(Dataset entries)
-------------------------
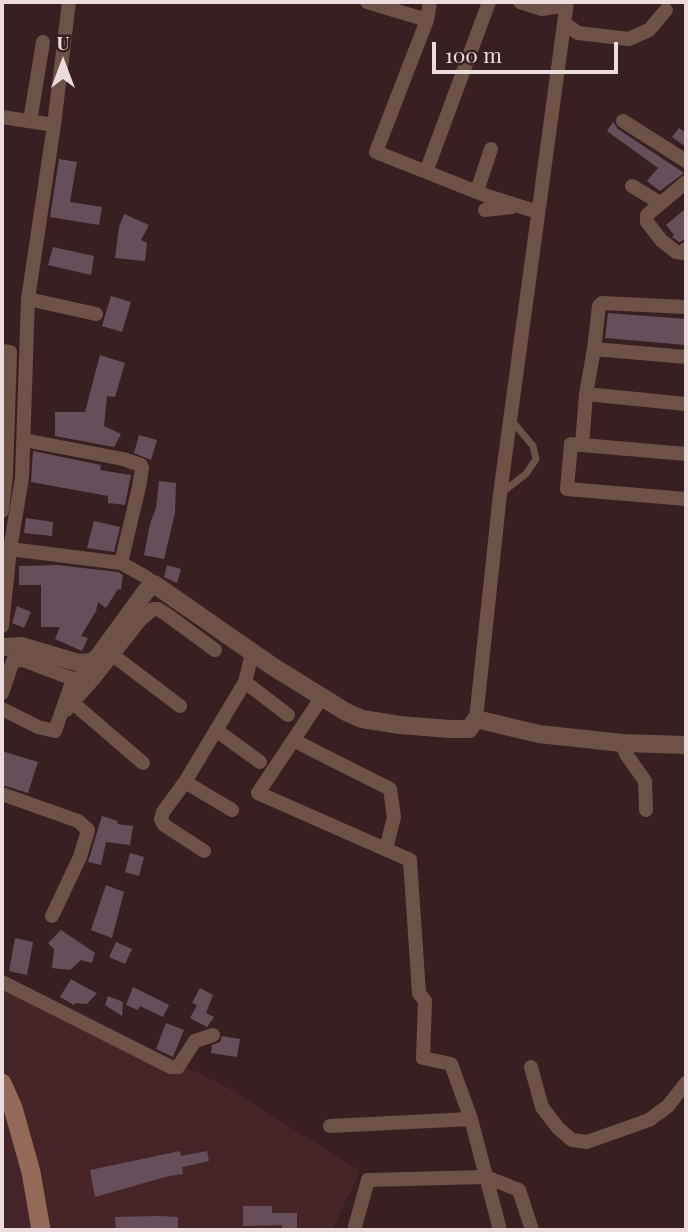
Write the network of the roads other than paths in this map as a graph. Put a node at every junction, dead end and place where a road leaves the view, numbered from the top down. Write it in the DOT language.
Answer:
graph roads {
  1 [pos="69,2"];
  2 [pos="367,2"];
  3 [pos="430,2"];
  4 [pos="489,2"];
  5 [pos="520,2"];
  6 [pos="567,4"];
  7 [pos="543,6"];
  8 [pos="666,10"];
  9 [pos="426,20"];
  10 [pos="564,23"];
  11 [pos="43,42"];
  12 [pos="2,117"];
  13 [pos="30,121"];
  14 [pos="623,121"];
  15 [pos="54,125"];
  16 [pos="491,149"];
  17 [pos="686,161"];
  18 [pos="426,172"];
  19 [pos="686,182"];
  20 [pos="632,186"];
  21 [pos="477,191"];
  22 [pos="660,203"];
  23 [pos="517,207"];
  24 [pos="485,210"];
  25 [pos="538,212"];
  26 [pos="686,248"];
  27 [pos="28,299"];
  28 [pos="686,307"];
  29 [pos="96,314"];
  30 [pos="594,349"];
  31 [pos="2,351"];
  32 [pos="686,357"];
  33 [pos="586,394"];
  34 [pos="686,404"];
  35 [pos="5,416"];
  36 [pos="511,421"];
  37 [pos="24,440"];
  38 [pos="582,445"];
  39 [pos="686,454"];
  40 [pos="4,475"];
  41 [pos="500,494"];
  42 [pos="686,499"];
  43 [pos="2,511"];
  44 [pos="10,549"];
  45 [pos="121,563"];
  46 [pos="154,584"];
  47 [pos="2,626"];
  48 [pos="2,647"];
  49 [pos="215,650"];
  50 [pos="252,654"];
  51 [pos="114,656"];
  52 [pos="96,677"];
  53 [pos="73,678"];
  54 [pos="245,682"];
  55 [pos="2,692"];
  56 [pos="322,696"];
  57 [pos="180,706"];
  58 [pos="68,708"];
  59 [pos="2,709"];
  60 [pos="288,715"];
  61 [pos="473,724"];
  62 [pos="216,730"];
  63 [pos="293,740"];
  64 [pos="622,743"];
  65 [pos="686,745"];
  66 [pos="260,762"];
  67 [pos="143,763"];
  68 [pos="185,782"];
  69 [pos="2,794"];
  70 [pos="232,810"];
  71 [pos="646,810"];
  72 [pos="386,849"];
  73 [pos="204,851"];
  74 [pos="52,916"];
  75 [pos="2,982"];
  76 [pos="213,1035"];
  77 [pos="531,1067"];
  78 [pos="2,1083"];
  79 [pos="686,1083"];
  80 [pos="471,1119"];
  81 [pos="330,1126"];
  82 [pos="486,1177"];
  83 [pos="41,1230"];
  84 [pos="354,1230"];
  85 [pos="500,1230"];
  86 [pos="532,1230"];
  1 -- 15 [label="street"];
  2 -- 9 [label="street"];
  3 -- 9 [label="street"];
  4 -- 18 [label="street"];
  5 -- 7 [label="street"];
  6 -- 7 [label="street"];
  6 -- 10 [label="street"];
  8 -- 10 [label="street"];
  9 -- 18 [label="street"];
  10 -- 25 [label="street"];
  11 -- 13 [label="street"];
  12 -- 13 [label="street"];
  13 -- 15 [label="street"];
  14 -- 17 [label="street"];
  15 -- 27 [label="street"];
  16 -- 21 [label="street"];
  18 -- 21 [label="street"];
  19 -- 22 [label="street"];
  20 -- 22 [label="street"];
  21 -- 23 [label="street"];
  22 -- 26 [label="street"];
  23 -- 24 [label="street"];
  23 -- 25 [label="street"];
  25 -- 36 [label="street"];
  27 -- 29 [label="street"];
  27 -- 37 [label="street"];
  28 -- 30 [label="street"];
  30 -- 32 [label="street"];
  30 -- 33 [label="street"];
  31 -- 35 [label="street"];
  33 -- 34 [label="street"];
  33 -- 38 [label="street"];
  35 -- 40 [label="street"];
  36 -- 41 [label="street"];
  36 -- 41 [label="lane"];
  37 -- 44 [label="street"];
  37 -- 45 [label="street"];
  38 -- 39 [label="street"];
  38 -- 42 [label="street"];
  40 -- 43 [label="street"];
  41 -- 61 [label="street"];
  44 -- 45 [label="street"];
  44 -- 47 [label="street"];
  45 -- 46 [label="street"];
  46 -- 48 [label="street"];
  46 -- 50 [label="street"];
  49 -- 51 [label="street"];
  50 -- 54 [label="street"];
  50 -- 56 [label="street"];
  51 -- 52 [label="street"];
  51 -- 57 [label="street"];
  52 -- 53 [label="street"];
  52 -- 58 [label="street"];
  53 -- 55 [label="street"];
  53 -- 58 [label="street"];
  54 -- 60 [label="street"];
  54 -- 62 [label="street"];
  56 -- 61 [label="street"];
  56 -- 63 [label="street"];
  58 -- 59 [label="street"];
  58 -- 67 [label="street"];
  61 -- 64 [label="street"];
  62 -- 66 [label="street"];
  62 -- 68 [label="street"];
  63 -- 72 [label="street"];
  63 -- 72 [label="street"];
  64 -- 65 [label="street"];
  64 -- 71 [label="street"];
  68 -- 70 [label="street"];
  68 -- 73 [label="street"];
  69 -- 74 [label="street"];
  72 -- 80 [label="street"];
  75 -- 76 [label="street"];
  77 -- 79 [label="street"];
  78 -- 83 [label="main road"];
  80 -- 81 [label="street"];
  80 -- 82 [label="street"];
  82 -- 84 [label="street"];
  82 -- 85 [label="street"];
  82 -- 86 [label="street"];
}
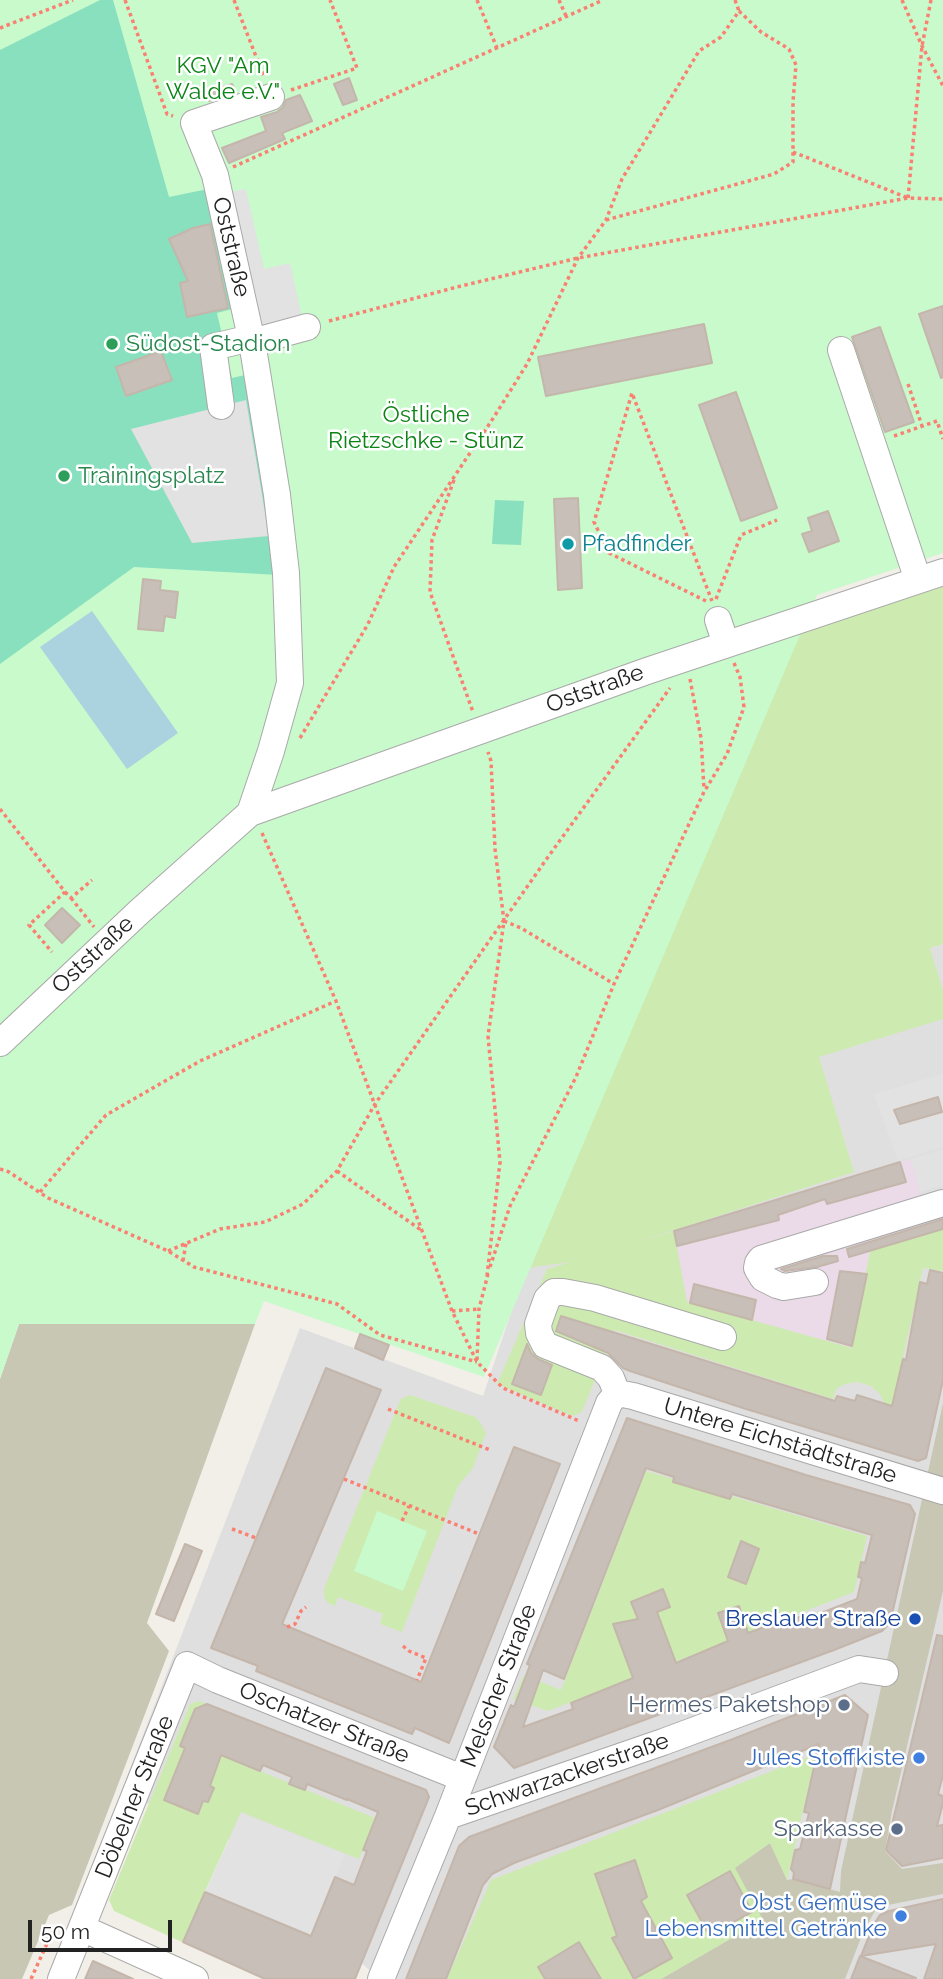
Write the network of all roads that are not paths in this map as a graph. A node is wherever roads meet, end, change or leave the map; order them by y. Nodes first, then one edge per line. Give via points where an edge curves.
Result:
1 (271, 97) road end
2 (307, 327) road end
3 (252, 340) junction
4 (841, 350) dead end
5 (221, 406) dead end
6 (943, 572) edge
7 (918, 580) junction
8 (250, 813) junction
9 (0, 1043) edge
10 (943, 1203) edge
11 (815, 1282) dead end
12 (723, 1337) dead end
13 (617, 1393) junction
14 (943, 1491) edge
15 (187, 1665) joint
16 (885, 1673) dead end
17 (462, 1779) junction
18 (448, 1816) junction
19 (82, 1928) junction
20 (61, 1979) edge
21 (195, 1979) edge
22 (381, 1979) edge

1 - 3 street, Oststraße via 194,124 215,175
2 - 3 street
3 - 5 street via 212,347
3 - 8 street, Oststraße via 285,560 290,683
4 - 7 street
6 - 7 street, Oststraße
7 - 8 street, Oststraße via 719,623 683,658
8 - 9 street, Oststraße
10 - 11 street via 758,1263 763,1278 777,1285
12 - 13 street via 595,1298 554,1292 538,1324 545,1345 603,1368
13 - 14 street, Untere Eichstädtstraße
13 - 17 street, Melscher Straße via 609,1403
15 - 17 street, Oschatzer Straße
15 - 19 street, Döbelner Straße
16 - 18 street, Schwarzackerstraße via 859,1669
17 - 18 street, Melscher Straße
18 - 22 street, Melscher Straße
19 - 20 street, Döbelner Straße
19 - 21 street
-------------------------
**Instructions for the task**
Output the data above in full and exactly, with every image left out.

**Exercise result**
Write the network of the roads other than paths in this map as a graph. Put a node at every junction, dead end and place where a road leaves the view, numbered from the top down. Write it in the DOT language.
Answer:
graph roads {
  1 [pos="69,2"];
  2 [pos="367,2"];
  3 [pos="430,2"];
  4 [pos="489,2"];
  5 [pos="520,2"];
  6 [pos="567,4"];
  7 [pos="543,6"];
  8 [pos="666,10"];
  9 [pos="426,20"];
  10 [pos="564,23"];
  11 [pos="43,42"];
  12 [pos="2,117"];
  13 [pos="30,121"];
  14 [pos="623,121"];
  15 [pos="54,125"];
  16 [pos="491,149"];
  17 [pos="686,161"];
  18 [pos="426,172"];
  19 [pos="686,182"];
  20 [pos="632,186"];
  21 [pos="477,191"];
  22 [pos="660,203"];
  23 [pos="517,207"];
  24 [pos="485,210"];
  25 [pos="538,212"];
  26 [pos="686,248"];
  27 [pos="28,299"];
  28 [pos="686,307"];
  29 [pos="96,314"];
  30 [pos="594,349"];
  31 [pos="2,351"];
  32 [pos="686,357"];
  33 [pos="586,394"];
  34 [pos="686,404"];
  35 [pos="5,416"];
  36 [pos="511,421"];
  37 [pos="24,440"];
  38 [pos="582,445"];
  39 [pos="686,454"];
  40 [pos="4,475"];
  41 [pos="500,494"];
  42 [pos="686,499"];
  43 [pos="2,511"];
  44 [pos="10,549"];
  45 [pos="121,563"];
  46 [pos="154,584"];
  47 [pos="2,626"];
  48 [pos="2,647"];
  49 [pos="215,650"];
  50 [pos="252,654"];
  51 [pos="114,656"];
  52 [pos="96,677"];
  53 [pos="73,678"];
  54 [pos="245,682"];
  55 [pos="2,692"];
  56 [pos="322,696"];
  57 [pos="180,706"];
  58 [pos="68,708"];
  59 [pos="2,709"];
  60 [pos="288,715"];
  61 [pos="473,724"];
  62 [pos="216,730"];
  63 [pos="293,740"];
  64 [pos="622,743"];
  65 [pos="686,745"];
  66 [pos="260,762"];
  67 [pos="143,763"];
  68 [pos="185,782"];
  69 [pos="2,794"];
  70 [pos="232,810"];
  71 [pos="646,810"];
  72 [pos="386,849"];
  73 [pos="204,851"];
  74 [pos="52,916"];
  75 [pos="2,982"];
  76 [pos="213,1035"];
  77 [pos="531,1067"];
  78 [pos="2,1083"];
  79 [pos="686,1083"];
  80 [pos="471,1119"];
  81 [pos="330,1126"];
  82 [pos="486,1177"];
  83 [pos="41,1230"];
  84 [pos="354,1230"];
  85 [pos="500,1230"];
  86 [pos="532,1230"];
  1 -- 15 [label="street"];
  2 -- 9 [label="street"];
  3 -- 9 [label="street"];
  4 -- 18 [label="street"];
  5 -- 7 [label="street"];
  6 -- 7 [label="street"];
  6 -- 10 [label="street"];
  8 -- 10 [label="street"];
  9 -- 18 [label="street"];
  10 -- 25 [label="street"];
  11 -- 13 [label="street"];
  12 -- 13 [label="street"];
  13 -- 15 [label="street"];
  14 -- 17 [label="street"];
  15 -- 27 [label="street"];
  16 -- 21 [label="street"];
  18 -- 21 [label="street"];
  19 -- 22 [label="street"];
  20 -- 22 [label="street"];
  21 -- 23 [label="street"];
  22 -- 26 [label="street"];
  23 -- 24 [label="street"];
  23 -- 25 [label="street"];
  25 -- 36 [label="street"];
  27 -- 29 [label="street"];
  27 -- 37 [label="street"];
  28 -- 30 [label="street"];
  30 -- 32 [label="street"];
  30 -- 33 [label="street"];
  31 -- 35 [label="street"];
  33 -- 34 [label="street"];
  33 -- 38 [label="street"];
  35 -- 40 [label="street"];
  36 -- 41 [label="street"];
  36 -- 41 [label="lane"];
  37 -- 44 [label="street"];
  37 -- 45 [label="street"];
  38 -- 39 [label="street"];
  38 -- 42 [label="street"];
  40 -- 43 [label="street"];
  41 -- 61 [label="street"];
  44 -- 45 [label="street"];
  44 -- 47 [label="street"];
  45 -- 46 [label="street"];
  46 -- 48 [label="street"];
  46 -- 50 [label="street"];
  49 -- 51 [label="street"];
  50 -- 54 [label="street"];
  50 -- 56 [label="street"];
  51 -- 52 [label="street"];
  51 -- 57 [label="street"];
  52 -- 53 [label="street"];
  52 -- 58 [label="street"];
  53 -- 55 [label="street"];
  53 -- 58 [label="street"];
  54 -- 60 [label="street"];
  54 -- 62 [label="street"];
  56 -- 61 [label="street"];
  56 -- 63 [label="street"];
  58 -- 59 [label="street"];
  58 -- 67 [label="street"];
  61 -- 64 [label="street"];
  62 -- 66 [label="street"];
  62 -- 68 [label="street"];
  63 -- 72 [label="street"];
  63 -- 72 [label="street"];
  64 -- 65 [label="street"];
  64 -- 71 [label="street"];
  68 -- 70 [label="street"];
  68 -- 73 [label="street"];
  69 -- 74 [label="street"];
  72 -- 80 [label="street"];
  75 -- 76 [label="street"];
  77 -- 79 [label="street"];
  78 -- 83 [label="main road"];
  80 -- 81 [label="street"];
  80 -- 82 [label="street"];
  82 -- 84 [label="street"];
  82 -- 85 [label="street"];
  82 -- 86 [label="street"];
}
Write the network of all roads that are not paths in this map as a graph. A node is wherever roads meet, end, change or leave the map; order them by y. Nodes first, then one edge per line. Give via points where an edge curves.
Result:
1 (271, 97) road end
2 (307, 327) road end
3 (252, 340) junction
4 (841, 350) dead end
5 (221, 406) dead end
6 (943, 572) edge
7 (918, 580) junction
8 (250, 813) junction
9 (0, 1043) edge
10 (943, 1203) edge
11 (815, 1282) dead end
12 (723, 1337) dead end
13 (617, 1393) junction
14 (943, 1491) edge
15 (187, 1665) joint
16 (885, 1673) dead end
17 (462, 1779) junction
18 (448, 1816) junction
19 (82, 1928) junction
20 (61, 1979) edge
21 (195, 1979) edge
22 (381, 1979) edge

1 - 3 street, Oststraße via 194,124 215,175
2 - 3 street
3 - 5 street via 212,347
3 - 8 street, Oststraße via 285,560 290,683
4 - 7 street
6 - 7 street, Oststraße
7 - 8 street, Oststraße via 719,623 683,658
8 - 9 street, Oststraße
10 - 11 street via 758,1263 763,1278 777,1285
12 - 13 street via 595,1298 554,1292 538,1324 545,1345 603,1368
13 - 14 street, Untere Eichstädtstraße
13 - 17 street, Melscher Straße via 609,1403
15 - 17 street, Oschatzer Straße
15 - 19 street, Döbelner Straße
16 - 18 street, Schwarzackerstraße via 859,1669
17 - 18 street, Melscher Straße
18 - 22 street, Melscher Straße
19 - 20 street, Döbelner Straße
19 - 21 street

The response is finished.